We are experiencing a psychic crisis. Downward mobility, as Millennials know all too well, is the first step towards the war of all against all. Hypercompetitiveness creates Stockholm syndrome, abandoning the principles we had used to define ourselves, and eventually burnout.
We are witnessing the downward mobility of the entire medium, a once too-proud literate/liberal culture shredded by a technological -> economic -> cultural revolution in media.
Twitter cruelty is the last stand. While the median American Twitter user is still either an awkward 17-year old running a BTS stan account or a dad in his 30s who is way too into the NBA, there are a reserve army of the unverified who define mainstream Twitter culture. Twitter remains a niche platform, so this army is not representative of the population. As the deformed bastard child of literate culture, Twitter is composed of wordcels attracted by delusions of agency and control. Over-educated under-successful former “gifted children” are loudly depressed, anxious and alienated, determined to inflict themselves on the successful and well-adjusted.
(McLuhan: “Our Age of Anxiety is in great part the result of trying to do today’s job with yesterday’s tools—with yesterday’s concepts.”)
The consensus culture developed and enforced by Twitter wordcels is that it is acceptable and even morally supererogatory to degrade and humiliate anyone you disagree with or anyone with a moderate amount of followers, fame, wealth or power.
As this culture developed over the past decade, wordcels sometimes used tenuous consequentialist arguments to justify this behavior. According to [insert political framework], the target is Bad, so humiliating them and causing them pain is Good.
This justification is no longer necessary. Cruelty Culture is hegemonic, reinforced by the platform architecture and the longstanding human processes of mimesis and scapegoating.
Like Orwell on socialism/fascism, I’m specifically avoiding talking about “cancel culture” because there’s too much baggage, the phrase is simply not useful: by focusing on the moral status and the consequences suffered by the target, debates about “cancel culture” reify the premises of illiberal Twitter cruelty.
“Cruelty Culture” calls attention to the perpetrators of cruelty, how playing this miserable game warps our moral and political senses.
The people tweeting “#JohnDoeIsOverParty” with a gif of eating popcorn, revelling in the details of the worst humiliation in someone’s life.
The quote-tweet pundits far more interested in “bad takes” than “good takes” because the former give them license delivery the cruelty that their followers then reward with Likes.
The abject bullies who have convinced us that mocking people’s appearance is a reasonable way for adults to behave.
The US President who revealed precisely what Cruelty Culture looks like, the kind of people and politics it empowers.

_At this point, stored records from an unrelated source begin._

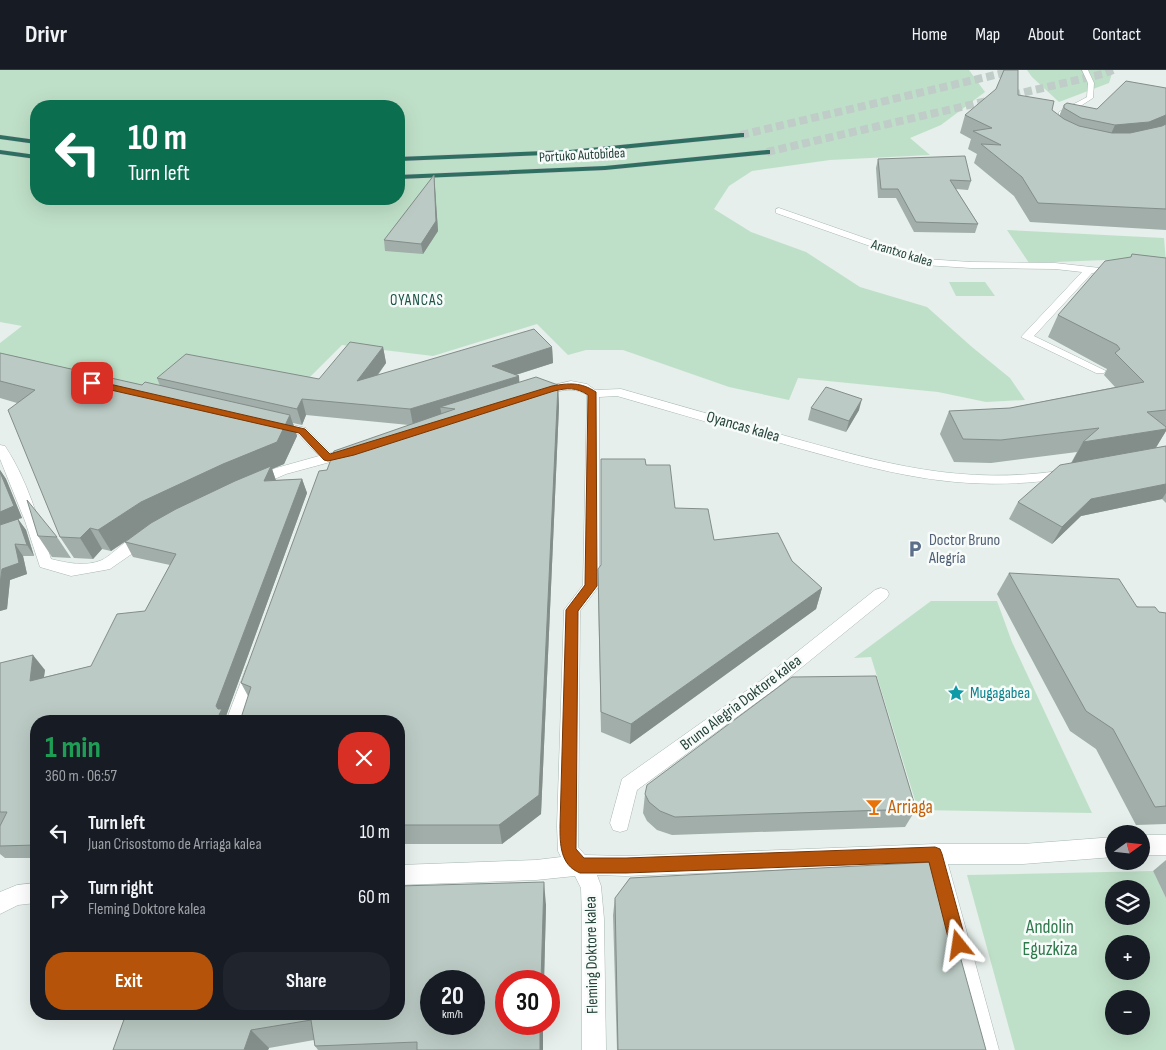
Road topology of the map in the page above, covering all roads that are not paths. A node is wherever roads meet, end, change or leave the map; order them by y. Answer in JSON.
{"nodes":[{"id":1,"x":1086,"y":70,"type":"edge"},
{"id":2,"x":1052,"y":120,"type":"edge"},
{"id":3,"x":741,"y":135,"type":"tunnel mouth"},
{"id":4,"x":0,"y":137,"type":"edge"},
{"id":5,"x":30,"y":141,"type":"edge"},
{"id":6,"x":0,"y":152,"type":"edge"},
{"id":7,"x":767,"y":152,"type":"tunnel mouth"},
{"id":8,"x":30,"y":156,"type":"edge"},
{"id":9,"x":405,"y":159,"type":"edge"},
{"id":10,"x":405,"y":177,"type":"edge"},
{"id":11,"x":779,"y":211,"type":"dead end"},
{"id":12,"x":1089,"y":270,"type":"junction"},
{"id":13,"x":1105,"y":270,"type":"edge"},
{"id":14,"x":1100,"y":371,"type":"dead end"},
{"id":15,"x":593,"y":394,"type":"junction"},
{"id":16,"x":525,"y":397,"type":"edge"},
{"id":17,"x":268,"y":424,"type":"edge"},
{"id":18,"x":0,"y":449,"type":"edge"},
{"id":19,"x":360,"y":450,"type":"edge"},
{"id":20,"x":328,"y":458,"type":"junction"},
{"id":21,"x":1078,"y":471,"type":"edge"},
{"id":22,"x":321,"y":476,"type":"edge"},
{"id":23,"x":246,"y":486,"type":"edge"},
{"id":24,"x":32,"y":521,"type":"junction"},
{"id":25,"x":16,"y":526,"type":"edge"},
{"id":26,"x":158,"y":529,"type":"edge"},
{"id":27,"x":881,"y":594,"type":"dead end"},
{"id":28,"x":257,"y":658,"type":"edge"},
{"id":29,"x":237,"y":715,"type":"edge"},
{"id":30,"x":620,"y":823,"type":"dead end"},
{"id":31,"x":1166,"y":845,"type":"edge"},
{"id":32,"x":1150,"y":846,"type":"edge"},
{"id":33,"x":1105,"y":848,"type":"edge"},
{"id":34,"x":935,"y":854,"type":"junction"},
{"id":35,"x":580,"y":866,"type":"junction"},
{"id":36,"x":405,"y":875,"type":"edge"},
{"id":37,"x":30,"y":893,"type":"edge"},
{"id":38,"x":0,"y":902,"type":"edge"},
{"id":39,"x":594,"y":1050,"type":"edge"},
{"id":40,"x":987,"y":1050,"type":"edge"}],
"edges":[{"from":1,"to":2,"type":"street"},
{"from":3,"to":9,"type":"highway","name":"Portuko Autobidea"},
{"from":4,"to":5,"type":"highway"},
{"from":6,"to":8,"type":"highway"},
{"from":7,"to":10,"type":"highway","name":"Portuko Autobidea"},
{"from":11,"to":12,"type":"street","name":"Arantxo kalea"},
{"from":12,"to":13,"type":"street","name":"Arantxo kalea"},
{"from":12,"to":14,"type":"street"},
{"from":15,"to":16,"type":"street","name":"Oyancas kalea"},
{"from":15,"to":21,"type":"street","name":"Oyancas kalea"},
{"from":15,"to":35,"type":"street","name":"Fleming Doktore kalea"},
{"from":17,"to":20,"type":"street"},
{"from":18,"to":24,"type":"street"},
{"from":19,"to":20,"type":"street"},
{"from":20,"to":22,"type":"street"},
{"from":20,"to":23,"type":"street"},
{"from":24,"to":25,"type":"street"},
{"from":24,"to":26,"type":"street"},
{"from":27,"to":30,"type":"street","name":"Bruno Alegria Doktore kalea"},
{"from":28,"to":29,"type":"street"},
{"from":31,"to":32,"type":"street"},
{"from":33,"to":34,"type":"street"},
{"from":34,"to":35,"type":"street"},
{"from":34,"to":40,"type":"street"},
{"from":35,"to":36,"type":"street"},
{"from":35,"to":39,"type":"street","name":"Fleming Doktore kalea"},
{"from":37,"to":38,"type":"street"}]}
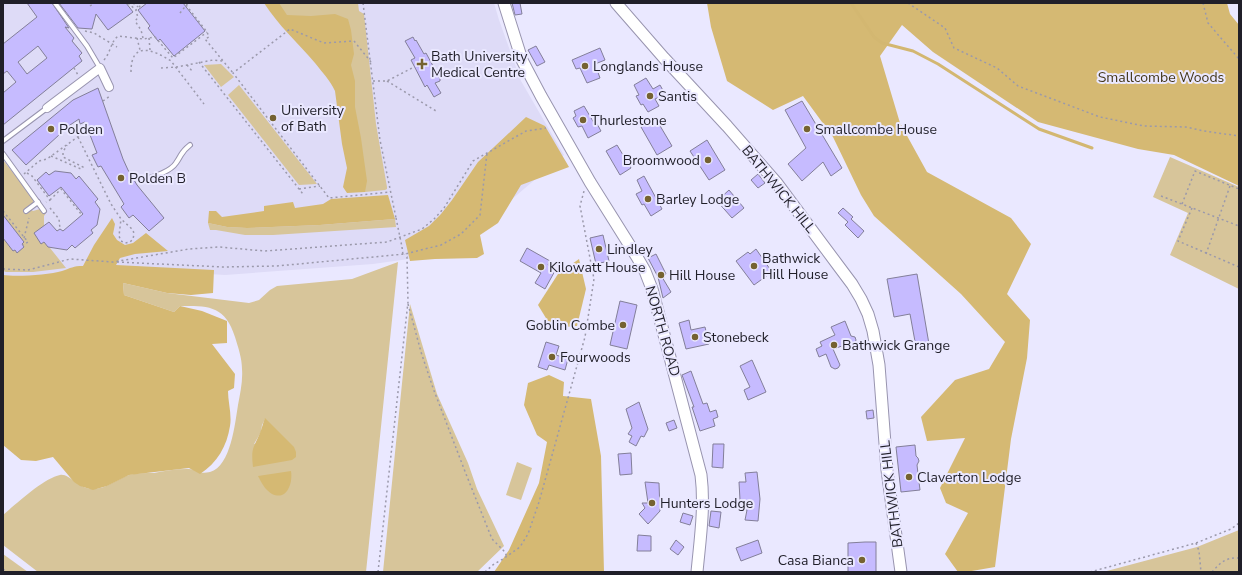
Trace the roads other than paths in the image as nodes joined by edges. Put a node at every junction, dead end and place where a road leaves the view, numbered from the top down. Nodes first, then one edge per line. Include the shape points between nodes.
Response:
1 (55, 3) edge
2 (504, 3) edge
3 (616, 3) edge
4 (100, 67) junction
5 (109, 87) dead end
6 (47, 108) joint
7 (3, 141) edge
8 (190, 145) dead end
9 (3, 154) edge
10 (145, 179) dead end
11 (38, 202) junction
12 (26, 211) dead end
13 (44, 211) dead end
14 (697, 572) edge
15 (901, 572) edge

1 - 4 lane
2 - 14 street, NORTH ROAD via 522,60 590,182 645,271 652,289 702,475 704,492
3 - 15 street, BATHWICK HILL via 785,193 861,299 873,331 878,358 887,470
4 - 5 street
4 - 6 street
6 - 7 lane
8 - 10 lane via 182,151 175,165
9 - 11 lane
11 - 12 lane
11 - 13 lane

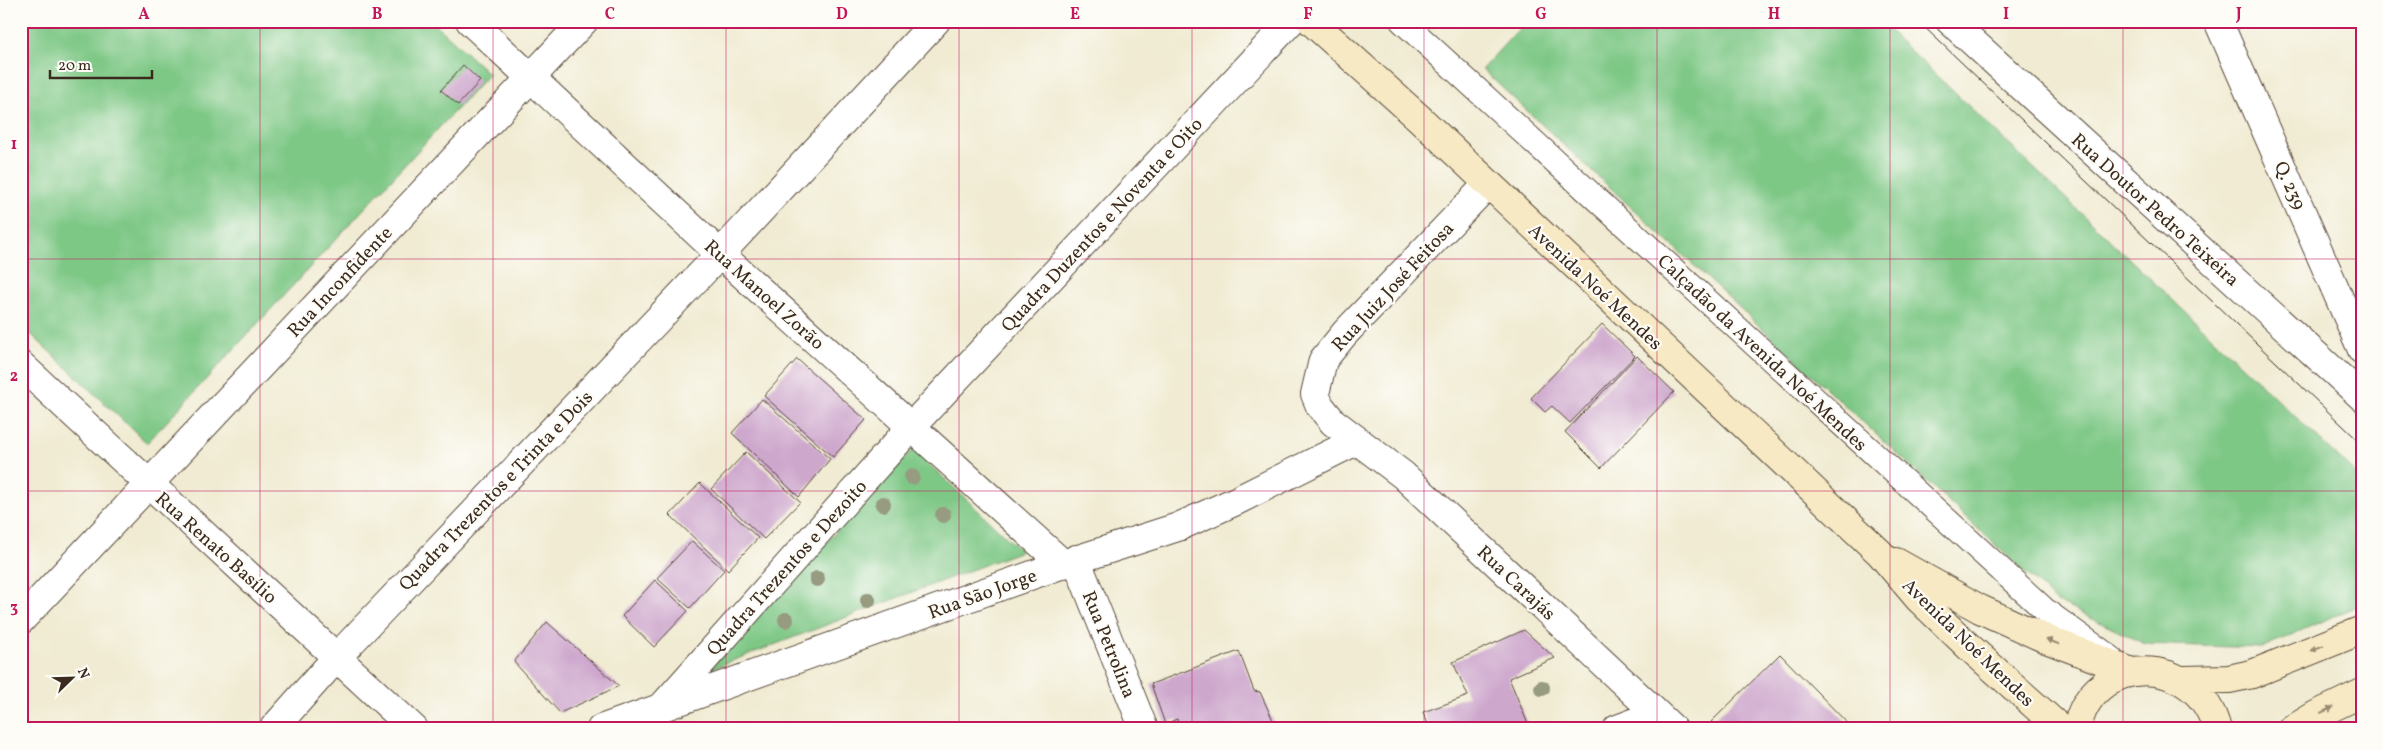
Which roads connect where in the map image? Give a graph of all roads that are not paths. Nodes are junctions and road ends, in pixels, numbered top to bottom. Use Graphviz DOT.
graph roads {
  1 [pos="470,21"];
  2 [pos="584,21"];
  3 [pos="936,21"];
  4 [pos="1291,21"];
  5 [pos="1310,21"];
  6 [pos="1402,21"];
  7 [pos="1950,21"];
  8 [pos="2218,21"];
  9 [pos="531,78"];
  10 [pos="1488,184"];
  11 [pos="720,254"];
  12 [pos="2362,350"];
  13 [pos="21,365"];
  14 [pos="2362,397"];
  15 [pos="911,427"];
  16 [pos="1356,441"];
  17 [pos="148,484"];
  18 [pos="1880,553"];
  19 [pos="1069,562"];
  20 [pos="21,620"];
  21 [pos="2362,630"];
  22 [pos="337,657"];
  23 [pos="2132,672"];
  24 [pos="2183,680"];
  25 [pos="2362,693"];
  26 [pos="661,708"];
  27 [pos="1665,722"];
  28 [pos="273,729"];
  29 [pos="414,729"];
  30 [pos="601,729"];
  31 [pos="1144,729"];
  32 [pos="1617,729"];
  33 [pos="2061,729"];
  34 [pos="2077,729"];
  35 [pos="2217,729"];
  36 [pos="2293,729"];
  1 -- 9 [label="street, Rua Manoel Zorão"];
  2 -- 9 [label="street, Rua Inconfidente"];
  3 -- 11 [label="street, Quadra Trezentos e Trinta e Dois"];
  4 -- 15 [label="street, Quadra Duzentos e Noventa e Oito"];
  5 -- 10 [label="main road, Avenida Noé Mendes"];
  6 -- 23 [label="street, Calçadão da Avenida Noé Mendes"];
  7 -- 14 [label="street, Rua Doutor Pedro Teixeira"];
  8 -- 12 [label="street, Q. 239"];
  9 -- 11 [label="street, Rua Manoel Zorão"];
  9 -- 17 [label="street, Rua Inconfidente"];
  10 -- 16 [label="street, Rua Juiz José Feitosa"];
  10 -- 18 [label="main road, Avenida Noé Mendes"];
  11 -- 15 [label="street, Rua Manoel Zorão"];
  11 -- 22 [label="street, Quadra Trezentos e Trinta e Dois"];
  13 -- 17 [label="street, Rua Renato Basílio"];
  15 -- 19 [label="street, Rua Manoel Zorão"];
  15 -- 26 [label="street, Quadra Trezentos e Dezoito"];
  16 -- 19 [label="street, Rua São Jorge"];
  16 -- 27 [label="street, Rua Carajás"];
  17 -- 20 [label="street, Rua Inconfidente"];
  17 -- 22 [label="street, Rua Renato Basílio"];
  23 -- 18 [label="main road, Avenida Noé Mendes, one-way"];
  18 -- 33 [label="main road, Avenida Noé Mendes"];
  19 -- 26 [label="street, Rua São Jorge"];
  19 -- 31 [label="street, Rua Petrolina"];
  21 -- 24 [label="main road, one-way"];
  22 -- 28 [label="street, Quadra Trezentos e Trinta e Dois"];
  22 -- 29 [label="street, Rua Renato Basílio"];
  23 -- 24 [label="main road"];
  23 -- 34 [label="main road"];
  24 -- 35 [label="main road"];
  36 -- 25 [label="main road, one-way"];
  26 -- 30 [label="street, Rua São Jorge"];
  27 -- 32 [label="street"];
}
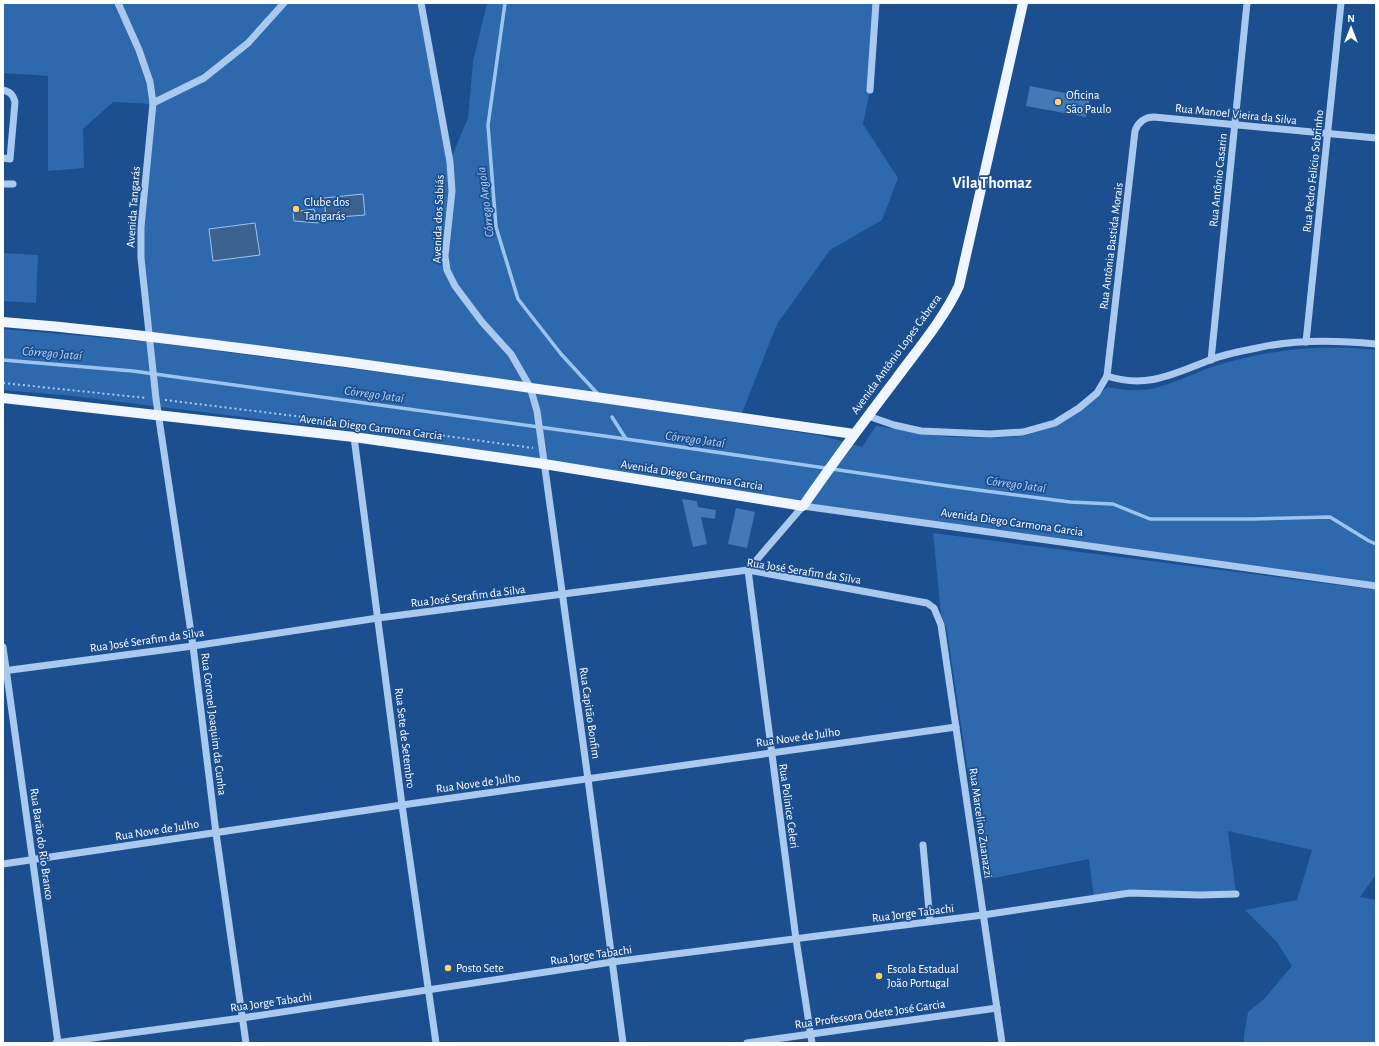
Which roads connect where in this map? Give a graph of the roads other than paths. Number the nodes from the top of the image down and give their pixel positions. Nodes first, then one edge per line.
1 (118, 3) edge
2 (284, 3) edge
3 (421, 3) edge
4 (876, 3) edge
5 (1023, 3) edge
6 (1247, 3) edge
7 (1341, 3) edge
8 (3, 90) edge
9 (870, 90) dead end
10 (153, 103) junction
11 (1142, 120) joint
12 (1235, 124) junction
13 (1328, 134) junction
14 (1376, 138) edge
15 (3, 158) edge
16 (3, 184) edge
17 (13, 184) dead end
18 (3, 322) edge
19 (149, 336) junction
20 (1306, 342) junction
21 (1376, 344) edge
22 (1211, 360) junction
23 (1107, 376) junction
24 (530, 387) junction
25 (3, 398) edge
26 (159, 415) junction
27 (868, 416) junction
28 (854, 434) junction
29 (354, 436) junction
30 (544, 464) junction
31 (806, 502) junction
32 (748, 570) junction
33 (1376, 586) edge
34 (562, 595) junction
35 (934, 608) joint
36 (378, 618) junction
37 (193, 646) junction
38 (3, 647) edge
39 (5, 671) edge
40 (956, 727) junction
41 (771, 752) junction
42 (588, 779) junction
43 (402, 804) junction
44 (216, 833) junction
45 (923, 845) dead end
46 (33, 860) junction
47 (3, 864) edge
48 (1236, 894) dead end
49 (983, 915) junction
50 (930, 921) junction
51 (796, 939) junction
52 (612, 962) junction
53 (429, 990) junction
54 (997, 1008) junction
55 (242, 1018) junction
56 (811, 1034) junction
57 (58, 1043) edge
58 (246, 1043) edge
59 (436, 1043) edge
60 (623, 1043) edge
61 (747, 1043) edge
62 (812, 1043) edge
63 (1002, 1043) edge

1 - 10 street, Avenida Tangarás
2 - 10 street
3 - 24 street, Avenida dos Sabiás
4 - 9 street
5 - 27 main road, Avenida Antônio Lopes Cabrera
6 - 12 street, Rua Antônio Casarin
7 - 13 street, Rua Pedro Felício Sobrinho
8 - 15 street
10 - 19 street, Avenida Tangarás
11 - 12 street, Rua Manoel Vieira da Silva
11 - 23 street, Rua Antônia Bastida Morais
12 - 13 street, Rua Manoel Vieira da Silva
12 - 22 street, Rua Antônio Casarin
13 - 14 street, Rua Manoel Vieira da Silva
13 - 20 street, Rua Pedro Felício Sobrinho
16 - 17 street
18 - 19 main road
19 - 24 main road
19 - 26 street, Rua Coronel Joaquim da Cunha
20 - 21 street
20 - 22 street
22 - 23 street
23 - 27 street
24 - 28 main road
24 - 30 street, Rua Capitão Bonfim
25 - 26 main road, Avenida Diego Carmona Garcia
26 - 29 main road, Avenida Diego Carmona Garcia
26 - 37 street, Rua Coronel Joaquim da Cunha
27 - 28 main road, Avenida Antônio Lopes Cabrera
28 - 31 main road, Avenida Antônio Lopes Cabrera
29 - 30 main road, Avenida Diego Carmona Garcia
29 - 36 street, Rua Sete de Setembro
30 - 31 main road, Avenida Diego Carmona Garcia
30 - 34 street, Rua Capitão Bonfim
31 - 32 street, Avenida Antônio Lopes Cabrera
31 - 33 street, Avenida Diego Carmona Garcia
32 - 34 street, Rua José Serafim da Silva
32 - 35 street, Rua José Serafim da Silva
32 - 41 street, Rua Polinice Celeri
34 - 36 street, Rua José Serafim da Silva
34 - 42 street, Rua Capitão Bonfim
35 - 40 street, Rua Marcelino Zuanazzi
36 - 37 street, Rua José Serafim da Silva
36 - 43 street, Rua Sete de Setembro
37 - 39 street, Rua José Serafim da Silva
37 - 44 street, Rua Coronel Joaquim da Cunha
38 - 39 street, Rua Barão do Rio Branco
39 - 46 street, Rua Barão do Rio Branco
40 - 41 street, Rua Nove de Julho
40 - 49 street, Rua Marcelino Zuanazzi
41 - 42 street, Rua Nove de Julho
41 - 51 street, Rua Polinice Celeri
42 - 43 street, Rua Nove de Julho
42 - 52 street, Rua Capitão Bonfim
43 - 44 street, Rua Nove de Julho
43 - 53 street, Rua Sete de Setembro
44 - 46 street, Rua Nove de Julho
44 - 55 street, Rua Coronel Joaquim da Cunha
45 - 50 street
46 - 47 street, Rua Nove de Julho
46 - 57 street, Rua Barão do Rio Branco
48 - 49 street, Rua Jorge Tabachi
49 - 50 street, Rua Jorge Tabachi
49 - 54 street, Rua Marcelino Zuanazzi
50 - 51 street, Rua Jorge Tabachi
51 - 52 street, Rua Jorge Tabachi
51 - 56 street, Rua Polinice Celeri
52 - 53 street, Rua Jorge Tabachi
52 - 60 street, Rua Capitão Bonfim
53 - 55 street, Rua Jorge Tabachi
53 - 59 street, Rua Sete de Setembro
54 - 56 street, Rua Professora Odete José Garcia
54 - 63 street, Rua Marcelino Zuanazzi
55 - 57 street, Rua Jorge Tabachi
55 - 58 street, Rua Coronel Joaquim da Cunha
56 - 61 street, Rua Professora Odete José Garcia
56 - 62 street, Rua Polinice Celeri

As I wrote in “Facebook is Other People,” we are reaping what we’ve sown. The democratization of communication technology has forced those at the center of liberal/literate institutional power to reckon with millions of people screaming about how miserable they are, how much they hate us. McLuhan knew back in 1967 that “in an electric media environment, minority groups can no longer by contained—ignored.” Bitter, downwardly-mobile wordcels are one such group who has figured out how not to be ignored.
The center has responded by fighting back against the most obviously harmful instances of this backlash: misinformation, hate speech, threats, doxxing. But they’re flailing, they have nothing to offer, no path forward.
The “live actors” who will determine the future are today organizing in private, accumulating talent, capital and experience, figuring out how to use the awesome power of the internet in new ways.
The “dead actors” are trapped in Skinner boxes, trying to do today’s job with yesterday’s tools, morally and politically enfeebled by the awesome power of the internet as designed by tech billionaires, every day competing to win a perverse game.
Defending thin liberalism—ceasing to valorize cruelty—won’t solve the problem of what comes next. But it will help us preserve some dignity and humanity in this inhuman time.